EXERCISE BRIEF
A faithful copy is required. Print each line of the data exactly and omit the pictures.

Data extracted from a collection
##########

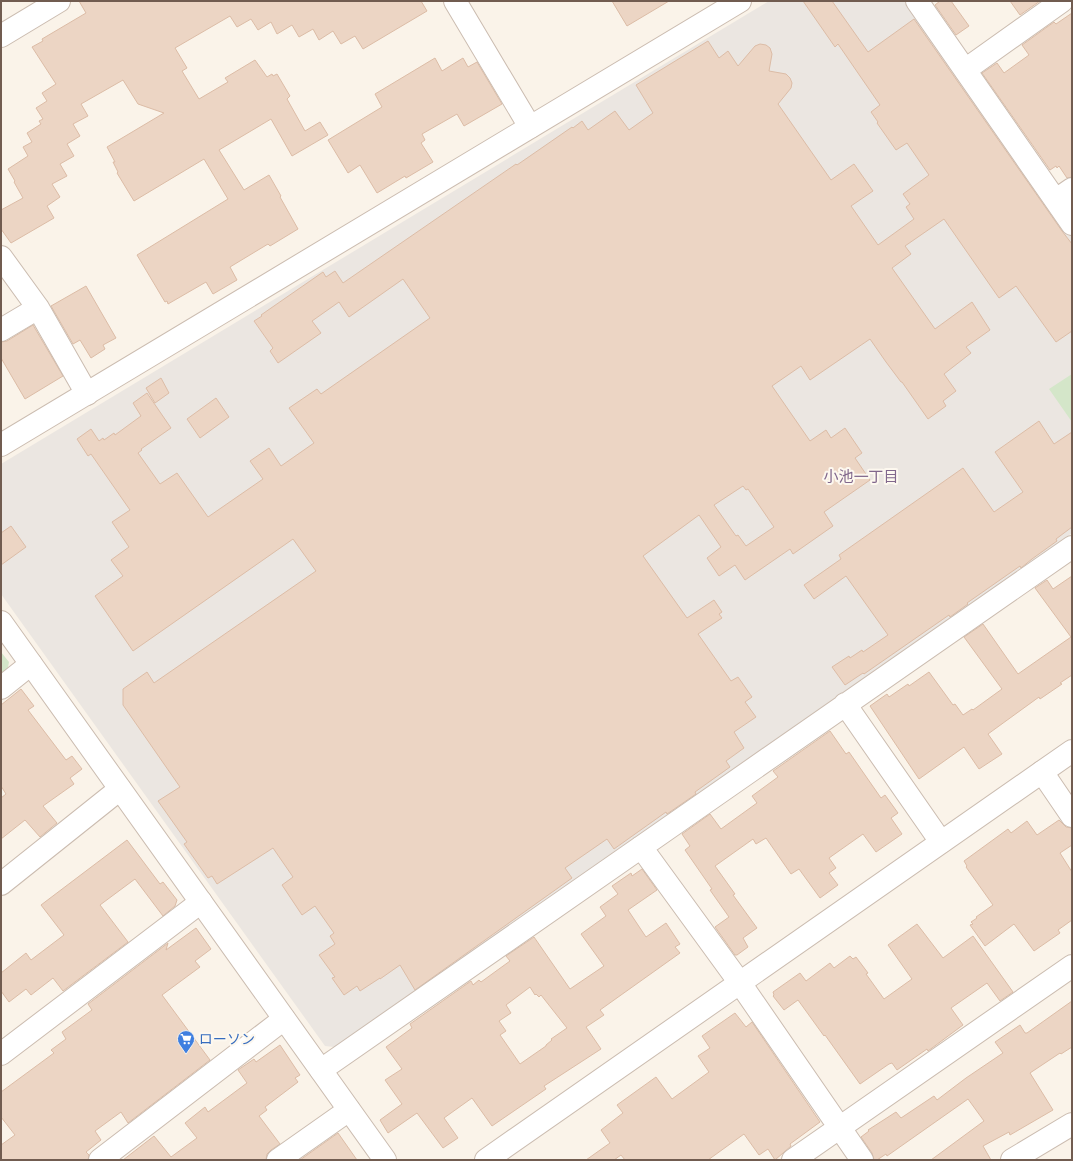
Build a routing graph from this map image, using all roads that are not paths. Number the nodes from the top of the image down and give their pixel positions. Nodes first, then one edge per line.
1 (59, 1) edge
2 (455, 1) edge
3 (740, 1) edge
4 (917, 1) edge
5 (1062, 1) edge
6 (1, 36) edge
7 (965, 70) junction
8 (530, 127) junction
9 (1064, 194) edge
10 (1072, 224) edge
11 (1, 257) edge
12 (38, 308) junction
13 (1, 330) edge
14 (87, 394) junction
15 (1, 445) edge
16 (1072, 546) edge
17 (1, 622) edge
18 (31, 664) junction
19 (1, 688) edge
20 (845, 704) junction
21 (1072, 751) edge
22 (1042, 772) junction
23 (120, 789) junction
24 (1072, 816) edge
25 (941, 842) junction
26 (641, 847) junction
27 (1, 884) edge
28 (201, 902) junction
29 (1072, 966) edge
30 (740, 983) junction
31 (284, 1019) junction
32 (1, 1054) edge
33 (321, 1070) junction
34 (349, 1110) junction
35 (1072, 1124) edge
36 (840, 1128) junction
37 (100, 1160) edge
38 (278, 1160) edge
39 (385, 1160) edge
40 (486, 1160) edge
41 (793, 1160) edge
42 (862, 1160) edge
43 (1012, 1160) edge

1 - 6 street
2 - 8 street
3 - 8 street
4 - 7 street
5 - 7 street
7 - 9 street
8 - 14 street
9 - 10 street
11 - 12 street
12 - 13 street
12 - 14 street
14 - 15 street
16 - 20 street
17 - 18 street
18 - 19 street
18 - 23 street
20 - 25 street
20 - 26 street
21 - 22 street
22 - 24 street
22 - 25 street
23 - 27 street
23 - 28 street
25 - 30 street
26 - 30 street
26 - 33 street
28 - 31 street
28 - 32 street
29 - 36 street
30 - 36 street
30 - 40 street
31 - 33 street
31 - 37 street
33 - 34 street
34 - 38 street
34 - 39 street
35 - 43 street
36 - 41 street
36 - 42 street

##########

EXERCISE RESPONSE
Build a routing graph from this map image, using all roads that are not paths. Number the nodes from the top of the image down and give their pixel positions. Nodes first, then one edge per line.
1 (59, 1) edge
2 (455, 1) edge
3 (740, 1) edge
4 (917, 1) edge
5 (1062, 1) edge
6 (1, 36) edge
7 (965, 70) junction
8 (530, 127) junction
9 (1064, 194) edge
10 (1072, 224) edge
11 (1, 257) edge
12 (38, 308) junction
13 (1, 330) edge
14 (87, 394) junction
15 (1, 445) edge
16 (1072, 546) edge
17 (1, 622) edge
18 (31, 664) junction
19 (1, 688) edge
20 (845, 704) junction
21 (1072, 751) edge
22 (1042, 772) junction
23 (120, 789) junction
24 (1072, 816) edge
25 (941, 842) junction
26 (641, 847) junction
27 (1, 884) edge
28 (201, 902) junction
29 (1072, 966) edge
30 (740, 983) junction
31 (284, 1019) junction
32 (1, 1054) edge
33 (321, 1070) junction
34 (349, 1110) junction
35 (1072, 1124) edge
36 (840, 1128) junction
37 (100, 1160) edge
38 (278, 1160) edge
39 (385, 1160) edge
40 (486, 1160) edge
41 (793, 1160) edge
42 (862, 1160) edge
43 (1012, 1160) edge

1 - 6 street
2 - 8 street
3 - 8 street
4 - 7 street
5 - 7 street
7 - 9 street
8 - 14 street
9 - 10 street
11 - 12 street
12 - 13 street
12 - 14 street
14 - 15 street
16 - 20 street
17 - 18 street
18 - 19 street
18 - 23 street
20 - 25 street
20 - 26 street
21 - 22 street
22 - 24 street
22 - 25 street
23 - 27 street
23 - 28 street
25 - 30 street
26 - 30 street
26 - 33 street
28 - 31 street
28 - 32 street
29 - 36 street
30 - 36 street
30 - 40 street
31 - 33 street
31 - 37 street
33 - 34 street
34 - 38 street
34 - 39 street
35 - 43 street
36 - 41 street
36 - 42 street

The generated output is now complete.